Nice post. He'll get an idea about it through your posts, if he is interested to read your blog. Don't worry.

Anyway, what do you do with those dung-cakes?

Shobana said...

Happy Holi and think of it this way...Chip will have his own ideas of festivals and celebrations that he may pass on to his children...but then again, they definelty won't be a match to what we experienced....the simple, down to earth fun, not at all related to material things.

Munchkin said...

This is something I think about a lot too..the fact that my son is growing up in such a different culture and that he might be disconnected from my memories and experiences coz they will only be stories to him...although it may not necessarily be a bad thing but well, it does make me feel wistful sometimes...especially now when he is in his first year and back home they would have made a big fuss about all his "first" festivals.. oh well :)

WhatsInAName said...

hey dotmom dont you worry :-) When in rome we have to be roman!
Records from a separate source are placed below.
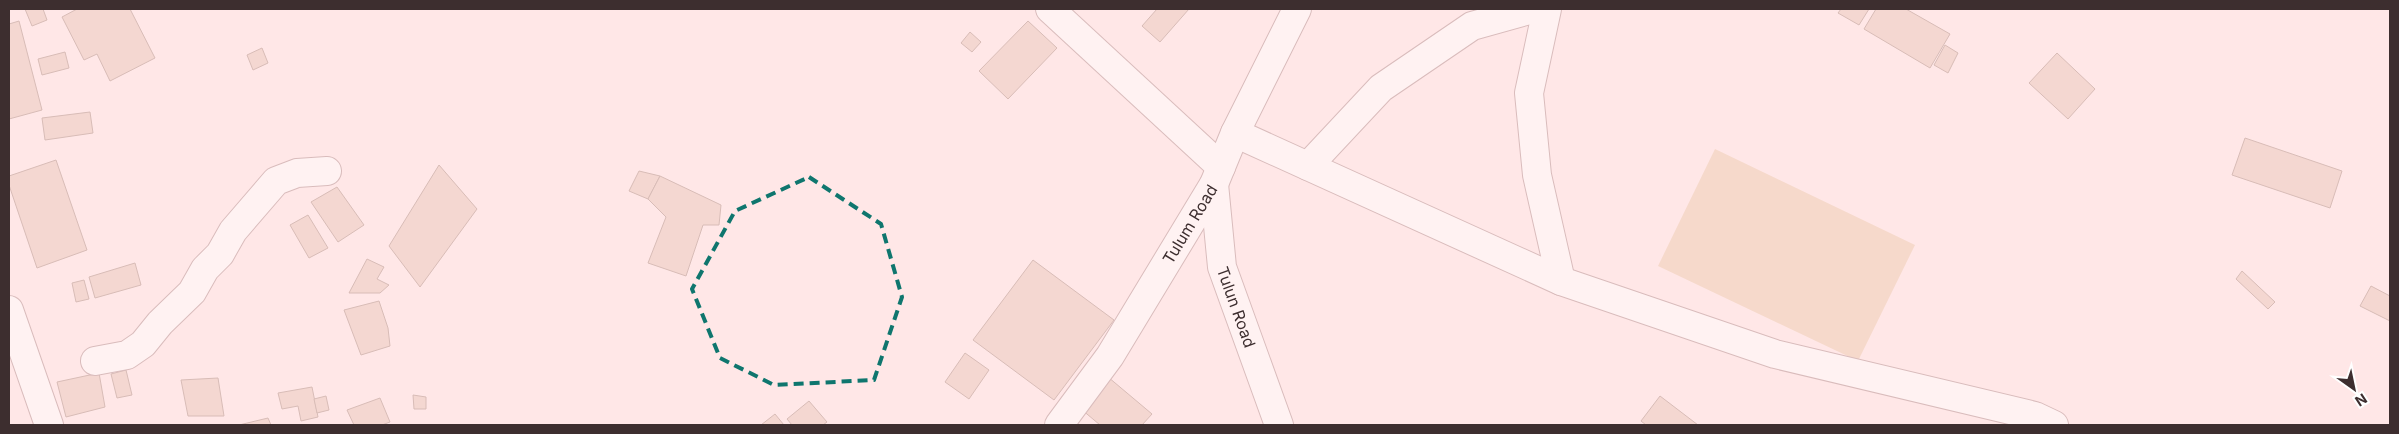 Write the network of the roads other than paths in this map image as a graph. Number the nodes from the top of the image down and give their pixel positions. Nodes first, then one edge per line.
1 (1050, 9) edge
2 (1297, 9) edge
3 (1533, 9) edge
4 (1547, 9) edge
5 (1235, 133) junction
6 (1308, 166) junction
7 (327, 171) dead end
8 (1218, 176) junction
9 (1561, 281) junction
10 (9, 310) edge
11 (95, 361) dead end
12 (49, 425) edge
13 (1059, 425) edge
14 (1279, 425) edge
15 (2054, 425) edge

1 - 8 street
2 - 5 street, Tulum Road
3 - 6 street
4 - 9 street
5 - 6 street
5 - 8 street, Tulum Road
6 - 9 street
7 - 11 street
8 - 13 street, Tulum Road
8 - 14 street, Tulun Road
9 - 15 street
10 - 12 street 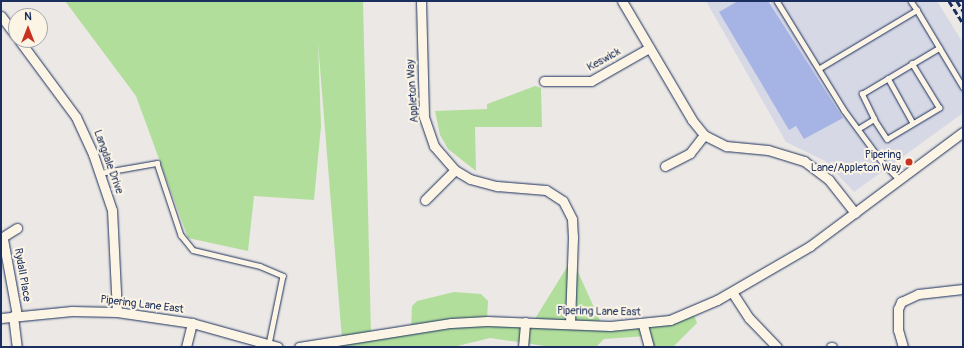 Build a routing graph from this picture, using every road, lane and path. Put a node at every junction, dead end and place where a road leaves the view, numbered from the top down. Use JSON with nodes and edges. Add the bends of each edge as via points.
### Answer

That is the most sensible thing to do. And with changing times the ideas of fun and enjoyment are changing too. Like all have said, chip will have his own set of sweet memories, so what if they are different than yours!

maidinmalaysia said...

"He is so removed from the festivals and two parents, no matter how enthusiastic cannot be a substitute for culture and its mores."

absolutely agree

Mama - Mia said...

lovely post.

i was telling someone the other day that I wanna take Cubby to bombay to my building where I played holi! :)
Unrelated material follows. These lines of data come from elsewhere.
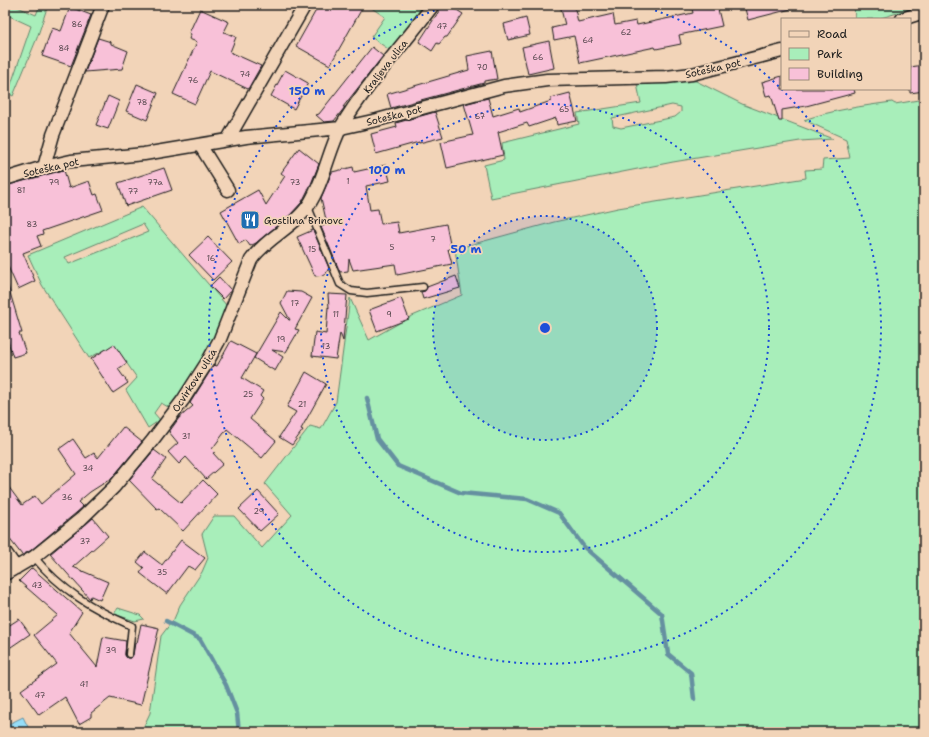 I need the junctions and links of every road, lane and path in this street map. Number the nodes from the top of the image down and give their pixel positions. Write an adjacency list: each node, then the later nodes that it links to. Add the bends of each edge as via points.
1 (103, 5): 10 (street)
2 (305, 5): 8 (street)
3 (433, 5): 7 (street, Kraljeva ulica, via 372,82)
4 (924, 12): 5 (street)
5 (905, 18)
6 (781, 51): 7 (street, Soteška pot, via 692,74 547,80 504,86)
7 (341, 128): 8 (street, Soteška pot); 13 (street, Ocvirkova ulica)
8 (228, 139): 9 (street, Soteška pot)
9 (200, 145): 10 (street, Soteška pot, via 144,154 70,161); 12 (street)
10 (44, 167): 11 (street, Soteška pot)
11 (5, 179)
12 (228, 190)
13 (308, 207): 14 (lane, via 340,284 351,291 367,293); 16 (street, Ocvirkova ulica, via 254,257 220,340 152,441 114,487)
14 (423, 287)
15 (5, 552): 17 (street)
16 (34, 558): 17 (street, Ocvirkova ulica); 18 (lane, via 47,573 87,604 132,626)
17 (10, 571)
18 (129, 654)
bangalore is not big on boisterous festivities! :(

Mystic Margarita said...

This is what I keep thinking, too. That our kids will not be able to identify with the celebrations and festivities we enjoyed as children. And that's expected, too. like you said, two parents cannot be substitutes for a totally different lifestyle. But then, they will have their own memories, only it won't be similar to ours. Lovely introspective post, Dottie.

Subhashree said...

I think that most of us want our kids to experience the fun things we experienced in life so that they have fun too. Sometimes I think whether it is really that important that the kids should know about our childhood memories, but I can't seem to let go of it.

Tharini said...

Dear Dot!

Something for you here:
http://winkiesways.blogspot.com/2009/03/sisterhood.html

DotThoughts said...

That's true.. Chip will be forming his own memories, but the fact they will be such a chasm between his and mine is something I ahve yet to come to terms with...

the mad momma said...

well i'm still in this country dot - but my babies will never experience holi or christmas like the OA and I did because they are brought up in a home so different to the ones we were brought up in and they've come 30 years later. i dont mind. they'll have their own sweet memories and so will chip. how can he not when he has you two?

SUR NOTES said...

"Or perhaps, it was the year they told us to take fresh manure instead of dried cakes. I don’t quite remember."

Its those funny/bittersweet memories of growing up that he is collecting into his own little pile of dung/old furniture/wood.

The acrid smell and the memory of cool colours lingers for ever.

And ofcourse, i parrot the others- a very lovely post.